In January 2011, USA Today and NBC Nightly News published my investigation into what I call “uncooked pork:” earmarks that had been set aside by Congress but never spent.

The story documented, through exhaustive public records requests, that approximately one out of every three federal highway earmark dollars had gone unspent in the last 20 years. Together, they cost states $7.5 billion in lost funding, often because of simple, sloppy mistakes like naming the wrong road in a highway bill. You can read the full report here

The story prompted the Senate to pass bill taking away unused earmarks and a Senate call for an investigation into unspent highway earmarks. In August 2012, President Obama ordered $473 million of the unspent highway earmarks to be returned to states to pay for future projects. 

And five years later, the Obama administration freed up another $1.9 billion of unspent earmark money. That’s a total of about $2.4 billion of spending that was reallocated to infrastructure projects in need of funding thanks to my reporting. 
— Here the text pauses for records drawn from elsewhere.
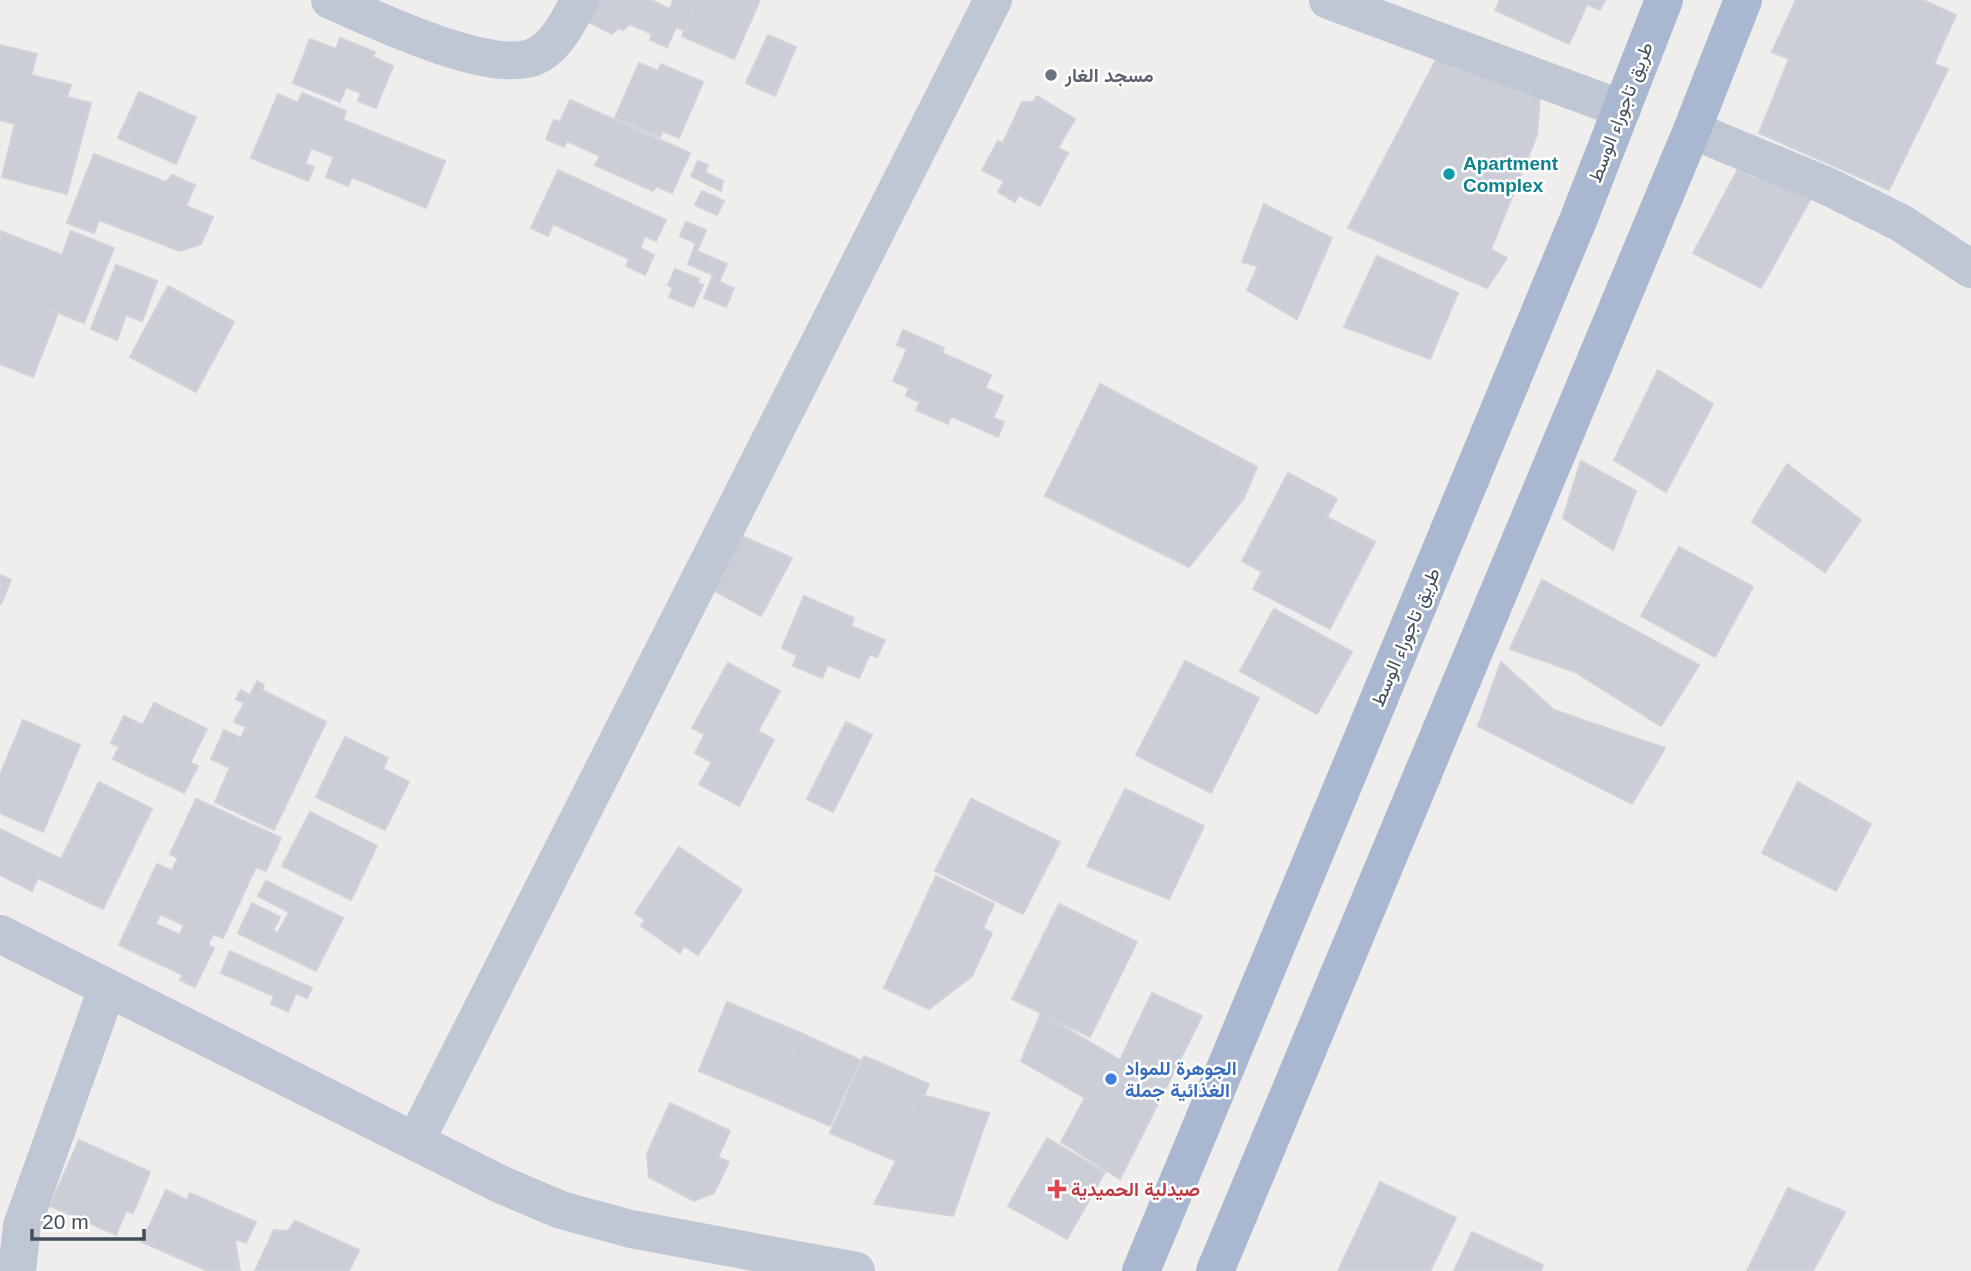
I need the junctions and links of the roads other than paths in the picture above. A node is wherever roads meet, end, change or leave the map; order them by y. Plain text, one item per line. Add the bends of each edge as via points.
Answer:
1 (330, 0) edge
2 (580, 0) edge
3 (993, 0) edge
4 (1328, 0) edge
5 (1664, 0) edge
6 (1743, 0) edge
7 (1622, 109) junction
8 (1692, 130) junction
9 (1971, 269) edge
10 (0, 934) edge
11 (107, 989) junction
12 (416, 1140) junction
13 (17, 1271) edge
14 (856, 1271) edge
15 (1141, 1271) edge
16 (1215, 1271) edge

1 - 2 street via 415,36 502,60 537,56 560,36
3 - 12 street
4 - 7 street
5 - 7 main road, طريق تاجوراء الوسط
6 - 8 main road
7 - 15 main road, طريق تاجوراء الوسط
8 - 9 street via 1827,186 1901,223
8 - 16 main road
10 - 11 street
11 - 12 street
11 - 13 street via 22,1226
12 - 14 street via 561,1210 631,1229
One of the enduring lessons I took from this project was that reporting on issues of public interest can make a positive impact on the world.  I shared that message at my ten-year college reunion, where I had the honor of giving a presentation to my classmates about journalism with impact, and why it matters. 

The story originated as a newstip I got while covering the Congressional battle over the renewal of the 2005 highway bill. When I started journalism school at Columbia in 2009, I turned it into my master’s thesis for the investigative program at the Stabile Center for Investigative Journalism. At the time, I never would have dreamed that my master’s thesis would land on page one of a national newspaper or on NBC Nightly News.

I’m forever grateful to Sheila Coronel, head of the Stabile program, for believing in me and helping me pitch the project to USA Today, and to Blake Morrison, then-investigations editor at USA Today, for picking it up and pairing me with Gregory Korte to report the story for the paper.